** Opening STORED DATA block **
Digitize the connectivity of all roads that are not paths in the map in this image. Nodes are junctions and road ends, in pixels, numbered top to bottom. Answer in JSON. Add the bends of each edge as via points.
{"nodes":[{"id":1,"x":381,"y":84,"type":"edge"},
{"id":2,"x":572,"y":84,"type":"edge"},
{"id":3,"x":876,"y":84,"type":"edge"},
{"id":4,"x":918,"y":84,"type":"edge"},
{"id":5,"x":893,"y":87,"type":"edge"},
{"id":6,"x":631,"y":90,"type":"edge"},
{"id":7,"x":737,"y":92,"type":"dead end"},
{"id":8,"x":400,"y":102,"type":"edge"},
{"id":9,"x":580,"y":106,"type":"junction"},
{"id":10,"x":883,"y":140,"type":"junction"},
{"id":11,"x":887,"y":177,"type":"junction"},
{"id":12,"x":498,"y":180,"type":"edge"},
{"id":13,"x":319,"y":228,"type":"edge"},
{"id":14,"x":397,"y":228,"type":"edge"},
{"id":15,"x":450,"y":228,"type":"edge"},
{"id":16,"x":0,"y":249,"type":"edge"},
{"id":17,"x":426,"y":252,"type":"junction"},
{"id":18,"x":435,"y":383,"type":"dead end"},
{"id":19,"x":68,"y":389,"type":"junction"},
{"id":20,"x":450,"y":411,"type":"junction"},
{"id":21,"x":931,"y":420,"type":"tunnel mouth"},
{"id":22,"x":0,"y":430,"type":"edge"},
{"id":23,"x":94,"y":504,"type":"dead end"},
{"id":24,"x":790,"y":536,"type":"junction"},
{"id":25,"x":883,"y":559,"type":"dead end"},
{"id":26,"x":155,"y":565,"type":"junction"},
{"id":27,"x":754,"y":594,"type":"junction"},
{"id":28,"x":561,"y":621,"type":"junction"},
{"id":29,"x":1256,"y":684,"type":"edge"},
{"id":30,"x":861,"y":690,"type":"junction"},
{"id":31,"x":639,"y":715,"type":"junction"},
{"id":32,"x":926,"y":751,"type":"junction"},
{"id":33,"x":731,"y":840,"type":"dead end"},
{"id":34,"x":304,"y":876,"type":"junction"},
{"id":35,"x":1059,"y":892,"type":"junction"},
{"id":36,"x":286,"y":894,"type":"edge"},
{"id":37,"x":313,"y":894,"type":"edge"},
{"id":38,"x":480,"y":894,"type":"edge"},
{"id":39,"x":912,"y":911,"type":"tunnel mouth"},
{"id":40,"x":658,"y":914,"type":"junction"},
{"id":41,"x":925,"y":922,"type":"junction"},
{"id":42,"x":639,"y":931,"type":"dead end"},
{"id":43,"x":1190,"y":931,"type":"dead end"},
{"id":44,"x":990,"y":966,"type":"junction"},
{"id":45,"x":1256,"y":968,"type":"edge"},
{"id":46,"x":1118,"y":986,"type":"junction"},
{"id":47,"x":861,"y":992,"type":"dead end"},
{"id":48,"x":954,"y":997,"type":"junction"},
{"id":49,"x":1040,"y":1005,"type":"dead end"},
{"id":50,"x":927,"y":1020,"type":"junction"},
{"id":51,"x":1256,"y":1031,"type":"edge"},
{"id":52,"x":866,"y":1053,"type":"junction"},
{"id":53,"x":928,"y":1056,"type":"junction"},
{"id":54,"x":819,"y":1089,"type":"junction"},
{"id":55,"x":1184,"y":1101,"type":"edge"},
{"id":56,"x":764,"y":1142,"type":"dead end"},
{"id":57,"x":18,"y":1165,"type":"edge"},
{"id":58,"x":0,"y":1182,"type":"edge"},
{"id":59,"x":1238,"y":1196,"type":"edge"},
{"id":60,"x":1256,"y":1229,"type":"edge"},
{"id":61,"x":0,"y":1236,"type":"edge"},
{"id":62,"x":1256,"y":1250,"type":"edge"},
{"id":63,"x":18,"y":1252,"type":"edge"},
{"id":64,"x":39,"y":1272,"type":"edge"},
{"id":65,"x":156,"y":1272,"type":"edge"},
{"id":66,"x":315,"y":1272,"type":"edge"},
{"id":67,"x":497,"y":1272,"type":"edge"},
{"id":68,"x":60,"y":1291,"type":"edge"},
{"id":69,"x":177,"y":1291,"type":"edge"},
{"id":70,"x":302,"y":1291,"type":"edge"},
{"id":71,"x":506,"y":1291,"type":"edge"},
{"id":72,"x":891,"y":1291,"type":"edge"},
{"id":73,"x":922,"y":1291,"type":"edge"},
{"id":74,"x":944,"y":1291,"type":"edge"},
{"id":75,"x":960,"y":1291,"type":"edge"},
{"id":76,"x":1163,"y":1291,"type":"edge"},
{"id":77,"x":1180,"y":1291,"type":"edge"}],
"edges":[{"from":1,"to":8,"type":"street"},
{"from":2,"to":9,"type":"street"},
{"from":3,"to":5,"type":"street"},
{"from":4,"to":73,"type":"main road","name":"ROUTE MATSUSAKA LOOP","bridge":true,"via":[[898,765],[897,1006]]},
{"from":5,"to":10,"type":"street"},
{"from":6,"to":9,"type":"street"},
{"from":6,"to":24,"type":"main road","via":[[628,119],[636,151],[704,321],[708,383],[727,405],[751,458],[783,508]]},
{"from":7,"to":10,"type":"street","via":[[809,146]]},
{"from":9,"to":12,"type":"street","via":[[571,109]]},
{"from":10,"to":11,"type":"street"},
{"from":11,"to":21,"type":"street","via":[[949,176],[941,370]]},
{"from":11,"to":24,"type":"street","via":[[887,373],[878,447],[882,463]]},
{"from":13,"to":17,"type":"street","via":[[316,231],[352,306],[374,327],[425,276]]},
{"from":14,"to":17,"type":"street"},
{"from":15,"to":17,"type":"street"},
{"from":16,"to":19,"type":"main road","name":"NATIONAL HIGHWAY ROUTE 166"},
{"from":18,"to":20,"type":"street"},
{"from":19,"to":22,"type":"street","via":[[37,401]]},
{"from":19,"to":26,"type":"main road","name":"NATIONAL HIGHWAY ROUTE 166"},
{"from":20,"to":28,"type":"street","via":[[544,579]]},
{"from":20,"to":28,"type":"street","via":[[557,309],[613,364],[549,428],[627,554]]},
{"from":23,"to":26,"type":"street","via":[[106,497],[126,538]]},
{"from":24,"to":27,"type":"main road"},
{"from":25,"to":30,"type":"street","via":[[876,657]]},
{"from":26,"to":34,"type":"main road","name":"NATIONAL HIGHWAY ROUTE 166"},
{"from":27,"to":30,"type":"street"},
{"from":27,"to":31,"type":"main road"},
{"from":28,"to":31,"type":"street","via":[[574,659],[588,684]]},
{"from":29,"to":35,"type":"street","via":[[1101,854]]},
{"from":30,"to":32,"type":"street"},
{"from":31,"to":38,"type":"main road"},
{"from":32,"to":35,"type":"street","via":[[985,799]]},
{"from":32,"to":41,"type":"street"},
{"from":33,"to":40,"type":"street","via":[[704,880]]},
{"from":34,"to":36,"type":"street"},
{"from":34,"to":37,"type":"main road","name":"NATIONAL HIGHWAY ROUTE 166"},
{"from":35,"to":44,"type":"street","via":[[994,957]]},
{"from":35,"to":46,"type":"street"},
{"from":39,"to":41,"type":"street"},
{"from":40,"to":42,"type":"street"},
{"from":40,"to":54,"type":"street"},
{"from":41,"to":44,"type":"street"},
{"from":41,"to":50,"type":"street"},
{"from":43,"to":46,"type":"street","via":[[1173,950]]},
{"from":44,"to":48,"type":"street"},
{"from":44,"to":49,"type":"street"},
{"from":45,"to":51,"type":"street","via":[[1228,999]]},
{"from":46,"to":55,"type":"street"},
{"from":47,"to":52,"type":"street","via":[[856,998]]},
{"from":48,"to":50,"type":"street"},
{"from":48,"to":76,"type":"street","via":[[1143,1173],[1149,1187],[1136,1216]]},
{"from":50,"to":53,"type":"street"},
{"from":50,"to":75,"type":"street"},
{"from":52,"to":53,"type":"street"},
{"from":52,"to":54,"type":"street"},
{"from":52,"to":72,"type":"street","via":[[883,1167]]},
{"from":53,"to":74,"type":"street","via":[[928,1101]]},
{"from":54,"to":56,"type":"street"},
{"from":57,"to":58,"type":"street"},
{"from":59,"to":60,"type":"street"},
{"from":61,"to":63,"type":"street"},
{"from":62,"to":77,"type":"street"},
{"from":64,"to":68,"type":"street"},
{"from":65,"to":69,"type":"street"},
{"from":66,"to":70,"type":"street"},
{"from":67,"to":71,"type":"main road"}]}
** Closing STORED DATA block **
Note down each line above where the word "mouth" occurs.

{"id":21,"x":931,"y":420,"type":"tunnel mouth"},
{"id":39,"x":912,"y":911,"type":"tunnel mouth"},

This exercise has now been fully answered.